SCENARIOS INTERIEURS ET STRATÉGIE DE SURVIE (extrait du "carnet")
Nos « scénarios » plus ou moins récurrents nous renseignent à propos de notre stratégie de survie ou « points critiques » autour desquels s’est construit l’égo.
Un élève me parle de sa résistance viscérale à l’autorité. Il supporte mal d’être contraint. Son chef lui demande d’arrêter une tâche pour aller en faire une autre, il n’obtempère pas et est en rage quand l’ordre lui est réitéré… Il me donne ensuite d’autres échantillons anodins témoignant de cette même crispation. Nous en venons à évoquer ses scénarios récurrents, à savoir ces pensées qui se présentent d’elles mêmes et racontent une histoire, ces moments où chacun s’imagine dans telle ou telle situation… Pour lui, ce qui revient souvent, c’est, soit un scénario dans lequel lui même est contraint, soit un autre scénario dans lequel il ne cède pas à la contrainte : une police totalitaire le convoque et lui demande de donner des informations, il refuse et ne cède pas aux pressions …
L’un comme l’autre scénario l’informent d’un aspect de sa stratégie de survie, autrement dit de son nœud de souffrance : du point de vue de son histoire psychologique, il a certainement beaucoup souffert de se trouver sous le joug de la contrainte : une contrainte non comprise, ressentie à tort ou à raison sur le moment comme arbitraire, non juste et par conséquent refusée.

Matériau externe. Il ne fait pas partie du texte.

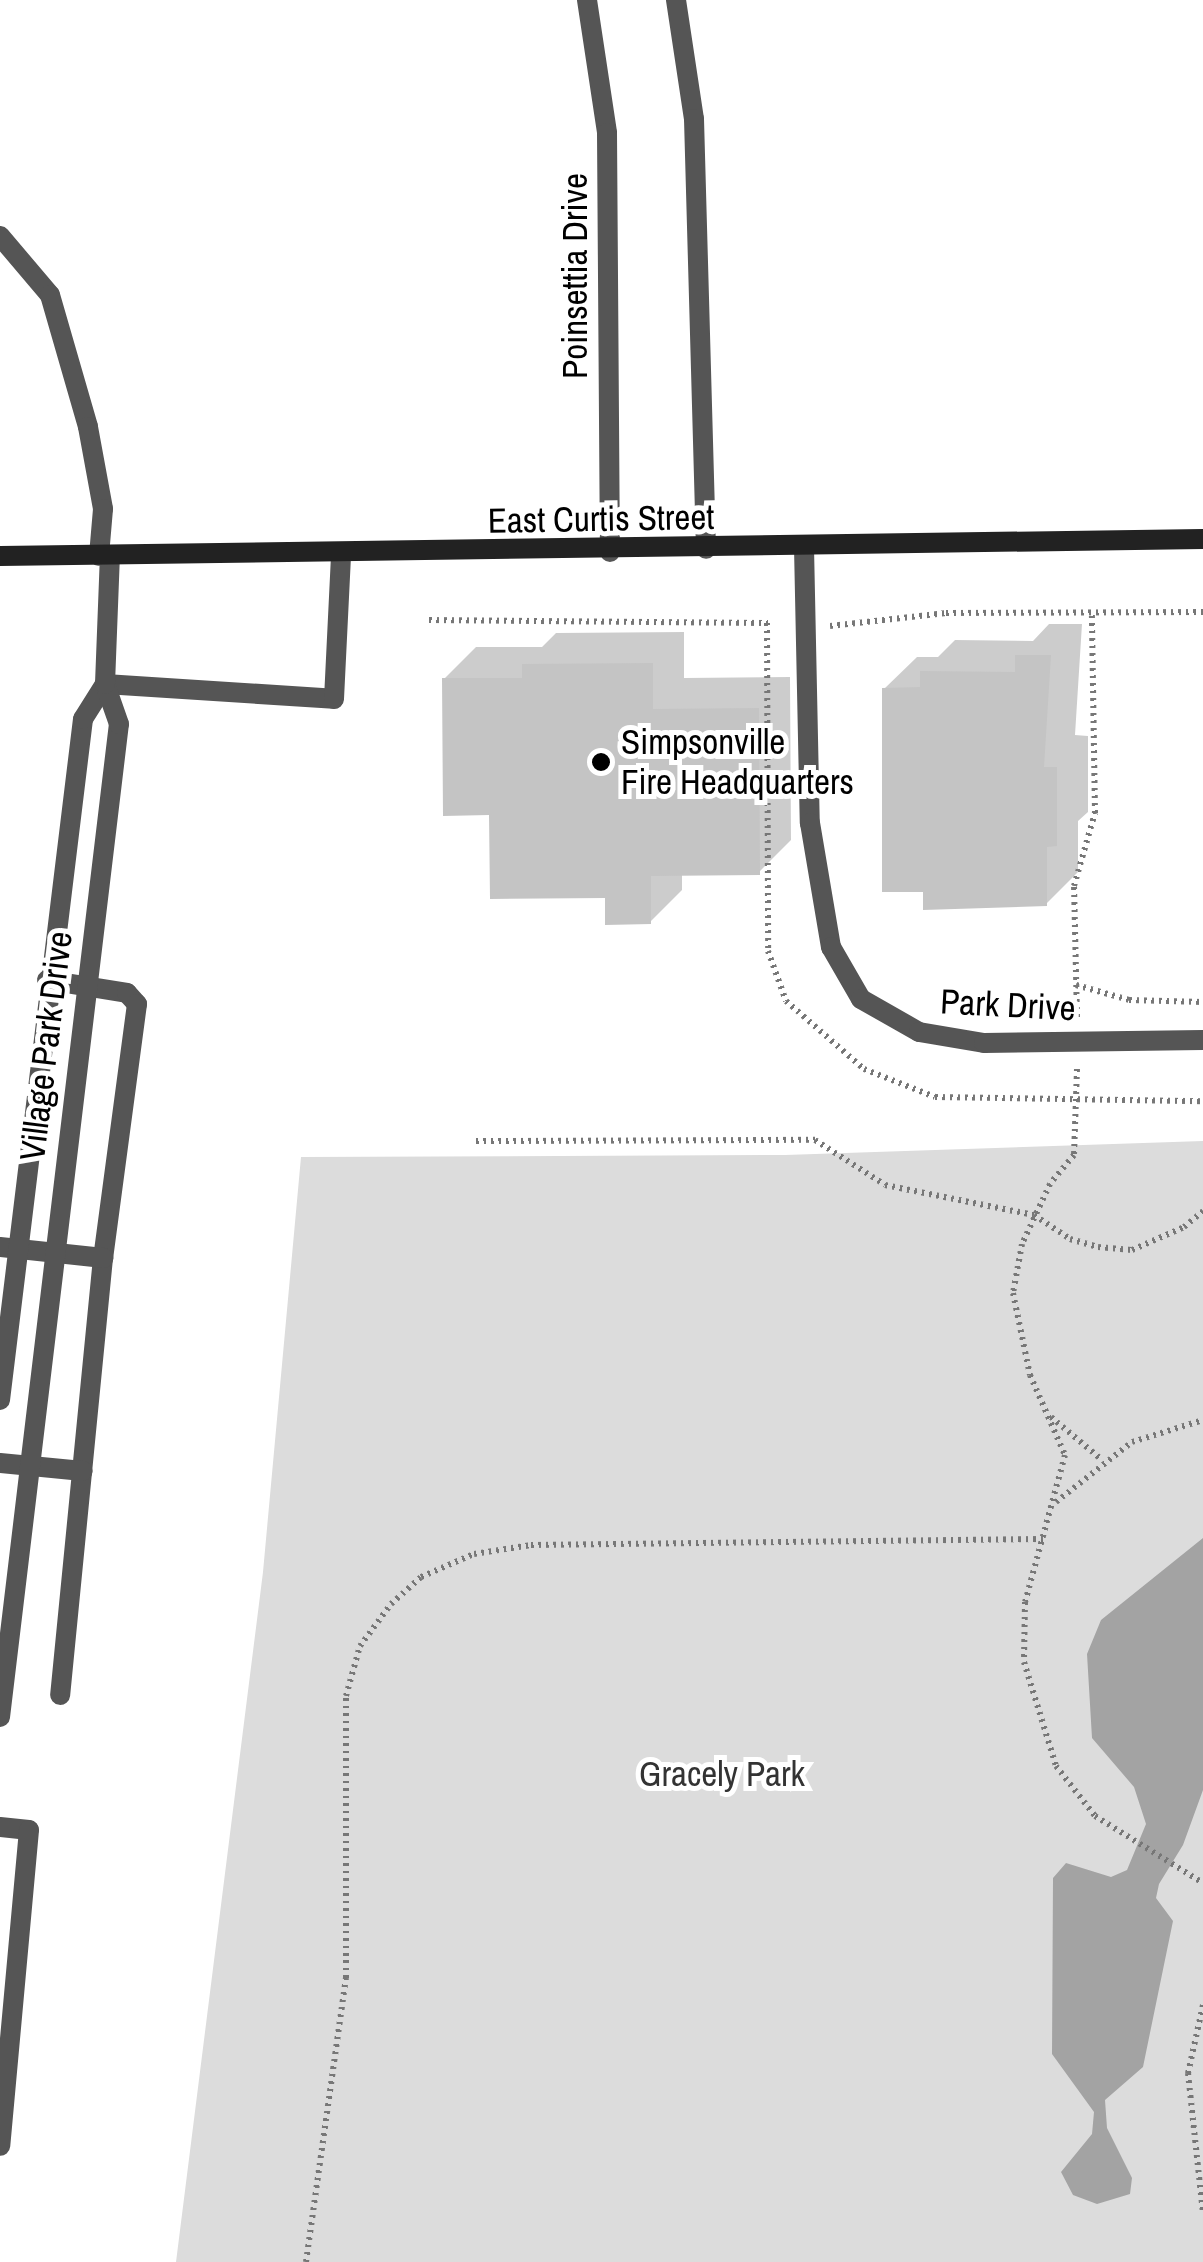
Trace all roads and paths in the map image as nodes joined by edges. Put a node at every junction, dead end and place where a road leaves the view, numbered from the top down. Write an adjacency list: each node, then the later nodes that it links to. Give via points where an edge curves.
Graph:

Cette contrainte émanant d’une autorité (parent, éducateur) plus forte que lui, l’enfant cède, mais il cède avec un vécu intime de rage impuissante, de révolte et de colère. Cette émotion est éprouvée par lui comme de l’ordre de l’ingérable. Elle lui fait, comme on dit si bien «péter les plombs » ou « disjoncter ». L’intensité est trop forte pour ses circuits intérieurs. En apparence, bien sûr, l’enfant la digère et n’atterrit pas pour autant en psychiatrie. Et cependant, un nœud fondamental est ainsi créé, une crispation primate cristallise. Si bien que, « adulte », il n’est pas loin de péter les plombs si un ordre ressenti comme arbitraire lui est donné par une autorité ayant objectivement un certain pouvoir sur lui. A ce moment là, l’homme pourtant raisonnable et gentil qu’il est se trouve dépassé et devient brièvement comme fou, avec le risque de parfois passer à l’acte (insulter son chef, un voisin, un flic, se mettre en difficulté …)
Cela, c’est l’émotion à l’œuvre, celle qui se déclenche quand une circonstance excitante comme disait Swami Prajnanpad apparaît.
Les scénario, eux, procèdent d’une (vaine) tentative de rééquilibrage.
La stratégie de survie a toujours des comptes à régler. Elle cherche constamment à mettre « un point partout. » Je me suis senti contraint, je veux contraindre à mon tour- la victime fait un excellent bourreau - ou alors je me fantasme en héros inflexible : cette fois, je ne cède pas, rééquilibrant ainsi l’humiliation passée. C’est cette belle chanson chantée par Johnny Cash , « I won’t back down ». "Je ne plierai pas, je ne reculerai pas. Vous pouvez me mettre aux portes de l’enfer, je ne plierai pas…"
L’inconscient cherche tout le temps à attirer des situations où il a l’impression qu’il lui serait possible d’égaliser le score.
Tentative bien entendu vaine et désespérée du point de vue du réel puisque, outre le danger des passages à l’acte mêmes « petits », chaque « victoire » éventuellement obtenue suscite un nouveau déséquilibre : si à mon tour je contrains, je crée un vaincu qui va ensuite chercher à se rééquilibrer. Voir le fameux et terrible épisode du wagon d’Hitler...Voulant laver l’humiliation de l’armistice de 1918, dans lequel l’Allemagne a été mise à genoux, Hitler exige que l’armistice de 1939 soit signé dans le wagon même où prit place le précédent une vingtaine d’années auparavant.
Pour un pratiquant sérieux, il est important de prêter attention à ces scénarios qui ne sont pas si insignifiants qu’ils en ont l’air et de cesser de les alimenter car en les nourrissant, c’est l’ego et le mental à qui on donne à manger. En ne les alimentant plus, au contraire, j’affame l’ego et le mental, je fais peu à peu se tarir une source d’émotion, plus radicalement et efficacement que toute démarche thérapeutique (ce qui ne veut pas dire que cette dernière soit inutile).